[HN Gopher] How to Correctly Sum Up Numbers
       ___________________________________________________________________
        
       How to Correctly Sum Up Numbers
        
       Author : sebg
       Score  : 28 points
       Date   : 2024-10-31 09:07 UTC (3 days ago)
        
 (HTM) web link (cedardb.com)
 (TXT) w3m dump (cedardb.com)
        
       | eesmith wrote:
       | This essay only covers underflow and overflow, and gives an
       | example of "correct" summation for Rust.                 fn
       | sum_up_numbers_correctly(numbers: &[i32]) -> Option<i32> {
       | let mut sum: i32 = 0;           for i in numbers {
       | sum = sum.checked_add(*i)?;           }           Some(sum)
       | }
       | 
       | I expected it to also mention the Kahan summation algorithm
       | (https://en.wikipedia.org/wiki/Kahan_summation_algorithm), which
       | gives more accurate results than this checked_add solution, but
       | it did not.
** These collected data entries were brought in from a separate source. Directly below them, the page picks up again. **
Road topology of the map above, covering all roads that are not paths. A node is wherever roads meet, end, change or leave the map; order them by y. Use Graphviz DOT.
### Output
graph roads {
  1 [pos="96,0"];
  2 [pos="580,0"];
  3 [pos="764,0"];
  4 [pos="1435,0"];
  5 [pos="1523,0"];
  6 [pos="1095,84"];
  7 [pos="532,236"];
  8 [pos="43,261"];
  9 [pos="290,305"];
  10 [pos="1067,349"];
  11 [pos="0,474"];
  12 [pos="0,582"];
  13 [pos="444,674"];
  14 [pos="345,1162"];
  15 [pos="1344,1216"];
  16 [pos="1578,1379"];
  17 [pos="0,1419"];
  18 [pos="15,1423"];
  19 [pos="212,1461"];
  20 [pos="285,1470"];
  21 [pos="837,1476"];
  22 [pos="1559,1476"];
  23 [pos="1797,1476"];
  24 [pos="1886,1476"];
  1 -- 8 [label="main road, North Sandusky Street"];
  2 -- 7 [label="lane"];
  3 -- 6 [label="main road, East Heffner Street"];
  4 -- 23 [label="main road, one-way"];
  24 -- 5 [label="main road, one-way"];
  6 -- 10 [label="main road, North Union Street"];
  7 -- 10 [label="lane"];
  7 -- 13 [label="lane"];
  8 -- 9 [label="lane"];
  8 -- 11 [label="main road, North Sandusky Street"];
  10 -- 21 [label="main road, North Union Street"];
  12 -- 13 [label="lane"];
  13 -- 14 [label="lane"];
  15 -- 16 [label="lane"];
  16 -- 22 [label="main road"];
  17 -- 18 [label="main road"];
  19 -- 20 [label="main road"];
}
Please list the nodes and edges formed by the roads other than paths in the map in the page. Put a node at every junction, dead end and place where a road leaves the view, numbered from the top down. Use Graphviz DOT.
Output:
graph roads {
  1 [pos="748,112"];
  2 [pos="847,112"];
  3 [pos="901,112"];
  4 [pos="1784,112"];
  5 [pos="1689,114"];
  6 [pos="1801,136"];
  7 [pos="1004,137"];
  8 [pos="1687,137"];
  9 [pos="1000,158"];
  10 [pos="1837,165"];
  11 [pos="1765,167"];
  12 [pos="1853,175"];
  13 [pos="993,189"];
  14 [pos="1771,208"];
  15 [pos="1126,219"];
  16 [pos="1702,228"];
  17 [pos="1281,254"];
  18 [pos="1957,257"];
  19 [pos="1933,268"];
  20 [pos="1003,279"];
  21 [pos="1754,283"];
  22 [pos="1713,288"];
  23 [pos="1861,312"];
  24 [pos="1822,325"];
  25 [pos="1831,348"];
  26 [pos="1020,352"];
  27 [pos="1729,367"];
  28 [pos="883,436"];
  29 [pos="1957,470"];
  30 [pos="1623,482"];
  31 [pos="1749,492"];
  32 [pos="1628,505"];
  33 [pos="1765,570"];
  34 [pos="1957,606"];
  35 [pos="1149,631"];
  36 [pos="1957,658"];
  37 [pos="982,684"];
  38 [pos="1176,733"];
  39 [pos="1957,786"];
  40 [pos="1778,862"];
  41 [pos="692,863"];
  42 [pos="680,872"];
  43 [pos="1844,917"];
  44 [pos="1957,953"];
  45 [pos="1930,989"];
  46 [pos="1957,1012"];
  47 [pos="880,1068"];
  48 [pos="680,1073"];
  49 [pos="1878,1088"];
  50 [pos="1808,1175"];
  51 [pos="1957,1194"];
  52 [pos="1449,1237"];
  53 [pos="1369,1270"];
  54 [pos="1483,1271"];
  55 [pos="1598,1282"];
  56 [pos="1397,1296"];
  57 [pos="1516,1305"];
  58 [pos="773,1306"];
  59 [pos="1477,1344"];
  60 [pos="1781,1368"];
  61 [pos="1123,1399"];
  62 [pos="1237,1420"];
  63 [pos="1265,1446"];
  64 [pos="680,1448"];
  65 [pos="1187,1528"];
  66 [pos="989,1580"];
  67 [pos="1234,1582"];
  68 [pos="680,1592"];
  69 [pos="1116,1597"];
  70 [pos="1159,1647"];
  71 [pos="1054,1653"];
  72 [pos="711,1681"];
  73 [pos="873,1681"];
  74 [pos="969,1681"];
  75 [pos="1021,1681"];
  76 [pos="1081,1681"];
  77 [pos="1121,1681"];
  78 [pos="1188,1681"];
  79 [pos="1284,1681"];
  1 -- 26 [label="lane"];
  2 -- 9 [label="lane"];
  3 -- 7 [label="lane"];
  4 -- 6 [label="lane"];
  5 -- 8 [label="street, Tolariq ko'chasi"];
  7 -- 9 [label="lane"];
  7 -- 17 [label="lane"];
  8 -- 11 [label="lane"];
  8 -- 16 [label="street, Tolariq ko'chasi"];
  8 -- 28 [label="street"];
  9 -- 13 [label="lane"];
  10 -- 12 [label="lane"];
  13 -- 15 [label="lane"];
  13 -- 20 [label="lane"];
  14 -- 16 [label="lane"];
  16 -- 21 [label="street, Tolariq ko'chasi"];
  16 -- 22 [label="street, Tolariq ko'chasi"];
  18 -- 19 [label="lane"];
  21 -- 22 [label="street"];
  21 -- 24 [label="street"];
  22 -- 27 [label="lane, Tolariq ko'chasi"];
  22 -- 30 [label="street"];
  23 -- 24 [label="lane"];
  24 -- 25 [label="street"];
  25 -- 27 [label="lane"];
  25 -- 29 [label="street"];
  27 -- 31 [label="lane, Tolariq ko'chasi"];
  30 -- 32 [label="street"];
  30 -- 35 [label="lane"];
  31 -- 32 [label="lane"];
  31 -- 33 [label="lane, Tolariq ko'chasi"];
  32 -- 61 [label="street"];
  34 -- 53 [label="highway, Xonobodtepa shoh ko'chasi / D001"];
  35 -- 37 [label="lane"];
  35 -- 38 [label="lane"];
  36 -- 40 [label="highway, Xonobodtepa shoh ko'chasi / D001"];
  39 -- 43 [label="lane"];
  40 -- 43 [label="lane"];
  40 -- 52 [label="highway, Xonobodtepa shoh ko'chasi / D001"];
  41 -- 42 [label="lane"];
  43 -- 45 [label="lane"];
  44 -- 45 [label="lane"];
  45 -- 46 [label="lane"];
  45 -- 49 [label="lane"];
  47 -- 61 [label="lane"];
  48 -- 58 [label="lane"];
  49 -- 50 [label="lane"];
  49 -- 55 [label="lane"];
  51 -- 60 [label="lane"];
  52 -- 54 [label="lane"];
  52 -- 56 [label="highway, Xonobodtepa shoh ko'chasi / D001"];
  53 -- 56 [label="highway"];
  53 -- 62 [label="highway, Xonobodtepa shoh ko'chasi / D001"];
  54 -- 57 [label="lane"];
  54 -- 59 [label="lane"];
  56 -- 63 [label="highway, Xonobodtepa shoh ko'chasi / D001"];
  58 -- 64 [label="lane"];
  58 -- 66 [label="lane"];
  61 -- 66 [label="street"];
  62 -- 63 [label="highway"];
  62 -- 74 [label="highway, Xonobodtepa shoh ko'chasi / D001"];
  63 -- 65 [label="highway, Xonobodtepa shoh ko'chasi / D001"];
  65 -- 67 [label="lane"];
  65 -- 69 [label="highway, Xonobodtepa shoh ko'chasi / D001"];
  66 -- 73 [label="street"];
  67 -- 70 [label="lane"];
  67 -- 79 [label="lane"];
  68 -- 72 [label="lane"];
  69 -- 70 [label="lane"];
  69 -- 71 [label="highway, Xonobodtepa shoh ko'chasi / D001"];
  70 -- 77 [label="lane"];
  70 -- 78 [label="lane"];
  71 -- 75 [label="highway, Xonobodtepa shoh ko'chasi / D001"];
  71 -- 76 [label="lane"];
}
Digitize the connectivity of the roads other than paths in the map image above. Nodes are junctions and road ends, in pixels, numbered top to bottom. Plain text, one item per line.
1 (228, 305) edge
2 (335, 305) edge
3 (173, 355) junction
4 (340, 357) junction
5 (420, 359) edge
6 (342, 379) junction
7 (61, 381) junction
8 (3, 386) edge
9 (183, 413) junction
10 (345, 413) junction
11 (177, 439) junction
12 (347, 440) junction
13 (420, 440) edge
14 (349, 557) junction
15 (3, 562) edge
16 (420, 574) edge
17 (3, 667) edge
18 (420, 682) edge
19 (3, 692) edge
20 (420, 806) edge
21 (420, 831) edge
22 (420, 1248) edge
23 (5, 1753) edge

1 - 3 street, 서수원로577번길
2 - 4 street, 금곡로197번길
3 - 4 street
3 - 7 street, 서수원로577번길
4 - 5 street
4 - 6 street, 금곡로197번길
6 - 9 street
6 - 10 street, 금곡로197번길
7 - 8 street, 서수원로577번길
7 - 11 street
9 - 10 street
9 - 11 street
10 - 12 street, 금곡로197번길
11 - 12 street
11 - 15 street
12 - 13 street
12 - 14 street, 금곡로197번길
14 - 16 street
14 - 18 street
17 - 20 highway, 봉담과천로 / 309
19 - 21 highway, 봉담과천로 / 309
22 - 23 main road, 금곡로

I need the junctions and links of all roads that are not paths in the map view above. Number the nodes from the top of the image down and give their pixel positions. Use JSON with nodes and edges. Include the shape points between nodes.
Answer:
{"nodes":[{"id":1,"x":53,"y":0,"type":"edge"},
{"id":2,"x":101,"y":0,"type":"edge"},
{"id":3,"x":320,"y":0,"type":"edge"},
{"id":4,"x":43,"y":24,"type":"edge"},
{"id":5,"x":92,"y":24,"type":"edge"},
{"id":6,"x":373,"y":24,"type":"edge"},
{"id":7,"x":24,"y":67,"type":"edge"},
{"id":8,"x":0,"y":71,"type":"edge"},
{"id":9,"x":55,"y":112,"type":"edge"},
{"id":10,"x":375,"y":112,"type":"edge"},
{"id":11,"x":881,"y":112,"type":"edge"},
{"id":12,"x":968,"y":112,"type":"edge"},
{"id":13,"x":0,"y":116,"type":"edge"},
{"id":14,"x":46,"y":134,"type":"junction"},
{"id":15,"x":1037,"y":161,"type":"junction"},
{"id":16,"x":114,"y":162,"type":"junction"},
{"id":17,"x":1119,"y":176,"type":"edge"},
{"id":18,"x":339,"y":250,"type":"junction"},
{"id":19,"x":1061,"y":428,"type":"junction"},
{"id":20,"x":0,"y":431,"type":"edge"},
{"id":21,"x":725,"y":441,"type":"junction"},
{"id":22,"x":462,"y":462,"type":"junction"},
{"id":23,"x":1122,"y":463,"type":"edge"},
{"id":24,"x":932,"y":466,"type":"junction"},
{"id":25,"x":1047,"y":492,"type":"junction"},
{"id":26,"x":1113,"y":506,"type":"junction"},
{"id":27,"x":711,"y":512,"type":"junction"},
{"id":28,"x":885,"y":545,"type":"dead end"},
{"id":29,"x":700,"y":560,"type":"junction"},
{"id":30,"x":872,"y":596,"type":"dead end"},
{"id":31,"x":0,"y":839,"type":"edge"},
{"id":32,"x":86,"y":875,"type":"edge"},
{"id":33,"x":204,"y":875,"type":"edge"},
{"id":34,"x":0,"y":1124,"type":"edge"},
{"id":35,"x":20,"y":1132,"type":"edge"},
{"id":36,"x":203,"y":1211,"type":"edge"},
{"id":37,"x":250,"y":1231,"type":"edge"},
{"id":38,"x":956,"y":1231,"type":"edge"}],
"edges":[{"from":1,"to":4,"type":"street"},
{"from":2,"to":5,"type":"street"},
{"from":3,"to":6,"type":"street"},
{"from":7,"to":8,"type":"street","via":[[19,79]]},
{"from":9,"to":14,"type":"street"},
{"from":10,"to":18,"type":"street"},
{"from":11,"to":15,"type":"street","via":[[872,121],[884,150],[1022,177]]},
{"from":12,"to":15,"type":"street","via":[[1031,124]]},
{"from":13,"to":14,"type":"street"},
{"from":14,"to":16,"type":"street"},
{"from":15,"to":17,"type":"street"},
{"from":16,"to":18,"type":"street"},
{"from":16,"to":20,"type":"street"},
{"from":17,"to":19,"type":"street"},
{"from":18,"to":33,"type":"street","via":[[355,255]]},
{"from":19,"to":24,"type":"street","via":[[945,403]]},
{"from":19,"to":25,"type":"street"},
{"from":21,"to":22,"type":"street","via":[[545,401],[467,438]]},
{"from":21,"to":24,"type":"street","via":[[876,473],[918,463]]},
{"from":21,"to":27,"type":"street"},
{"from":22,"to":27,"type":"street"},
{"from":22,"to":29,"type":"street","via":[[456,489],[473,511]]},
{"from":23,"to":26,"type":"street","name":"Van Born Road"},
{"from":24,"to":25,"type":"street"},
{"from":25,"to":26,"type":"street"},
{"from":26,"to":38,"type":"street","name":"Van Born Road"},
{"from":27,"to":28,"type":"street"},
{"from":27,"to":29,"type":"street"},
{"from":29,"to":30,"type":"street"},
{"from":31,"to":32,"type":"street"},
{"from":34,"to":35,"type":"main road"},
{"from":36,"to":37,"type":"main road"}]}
I wonder if that will be in one of the subsequent
       | blog posts.
        
         | lifthrasiir wrote:
         | To be clear, the checked_add solution is for integers while the
         | Kahan summation is for IEEE 754 numbers. (There is no
         | `f32::checked_add` or similar.)
        
           | eesmith wrote:
           | You're right! I am not a Rust programmer and mis-read the
           | "i32" as "float32".
           | 
           | The text does imply the correct float solution has a similar
           | structure to the int32 case, with "So, you will have to
           | resort to writing machine code manually if you want to
           | efficiently check overflows of float numbers."
        
             | jepler wrote:
             | You don't need machine code these days to find overflow in
             | IEEE floating point arithmetic.
             | 
             | If any intermediate sum overflows, you get an infinity.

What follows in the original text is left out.